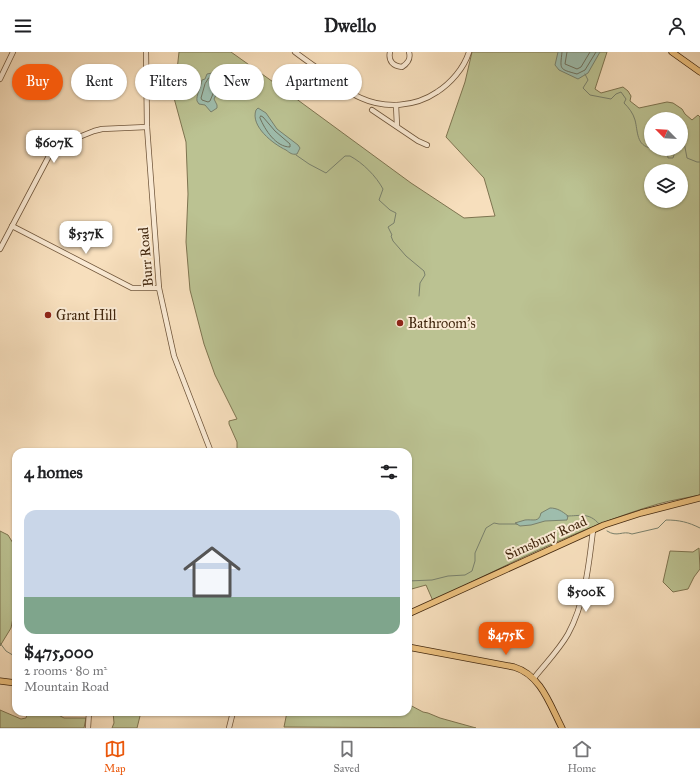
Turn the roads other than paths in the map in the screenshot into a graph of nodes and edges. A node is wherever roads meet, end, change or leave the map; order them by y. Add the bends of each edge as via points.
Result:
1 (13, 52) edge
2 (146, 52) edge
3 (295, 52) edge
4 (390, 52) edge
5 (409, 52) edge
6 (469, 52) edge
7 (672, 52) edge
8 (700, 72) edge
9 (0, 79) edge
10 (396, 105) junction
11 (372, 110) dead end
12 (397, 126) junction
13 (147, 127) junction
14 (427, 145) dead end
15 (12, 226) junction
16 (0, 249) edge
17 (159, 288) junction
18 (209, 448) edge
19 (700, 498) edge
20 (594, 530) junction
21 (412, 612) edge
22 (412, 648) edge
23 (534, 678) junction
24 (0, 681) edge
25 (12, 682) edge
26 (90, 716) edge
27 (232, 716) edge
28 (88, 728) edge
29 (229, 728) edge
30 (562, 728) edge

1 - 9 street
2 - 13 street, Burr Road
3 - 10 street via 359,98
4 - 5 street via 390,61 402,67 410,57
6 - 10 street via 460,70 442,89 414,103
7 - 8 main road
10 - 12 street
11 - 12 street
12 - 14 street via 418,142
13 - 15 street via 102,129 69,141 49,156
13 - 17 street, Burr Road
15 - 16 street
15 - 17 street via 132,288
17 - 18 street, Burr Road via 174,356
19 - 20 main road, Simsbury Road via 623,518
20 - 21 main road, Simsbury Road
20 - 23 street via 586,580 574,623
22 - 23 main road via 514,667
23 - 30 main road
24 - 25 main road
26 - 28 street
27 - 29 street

────

Task directions: Pictures do not belong in the copy. Reproduce the rest of the data exactly.

The answer:
Turn the roads other than paths in the map in the screenshot into a graph of nodes and edges. A node is wherever roads meet, end, change or leave the map; order them by y. Add the bends of each edge as via points.
Result:
1 (13, 52) edge
2 (146, 52) edge
3 (295, 52) edge
4 (390, 52) edge
5 (409, 52) edge
6 (469, 52) edge
7 (672, 52) edge
8 (700, 72) edge
9 (0, 79) edge
10 (396, 105) junction
11 (372, 110) dead end
12 (397, 126) junction
13 (147, 127) junction
14 (427, 145) dead end
15 (12, 226) junction
16 (0, 249) edge
17 (159, 288) junction
18 (209, 448) edge
19 (700, 498) edge
20 (594, 530) junction
21 (412, 612) edge
22 (412, 648) edge
23 (534, 678) junction
24 (0, 681) edge
25 (12, 682) edge
26 (90, 716) edge
27 (232, 716) edge
28 (88, 728) edge
29 (229, 728) edge
30 (562, 728) edge

1 - 9 street
2 - 13 street, Burr Road
3 - 10 street via 359,98
4 - 5 street via 390,61 402,67 410,57
6 - 10 street via 460,70 442,89 414,103
7 - 8 main road
10 - 12 street
11 - 12 street
12 - 14 street via 418,142
13 - 15 street via 102,129 69,141 49,156
13 - 17 street, Burr Road
15 - 16 street
15 - 17 street via 132,288
17 - 18 street, Burr Road via 174,356
19 - 20 main road, Simsbury Road via 623,518
20 - 21 main road, Simsbury Road
20 - 23 street via 586,580 574,623
22 - 23 main road via 514,667
23 - 30 main road
24 - 25 main road
26 - 28 street
27 - 29 street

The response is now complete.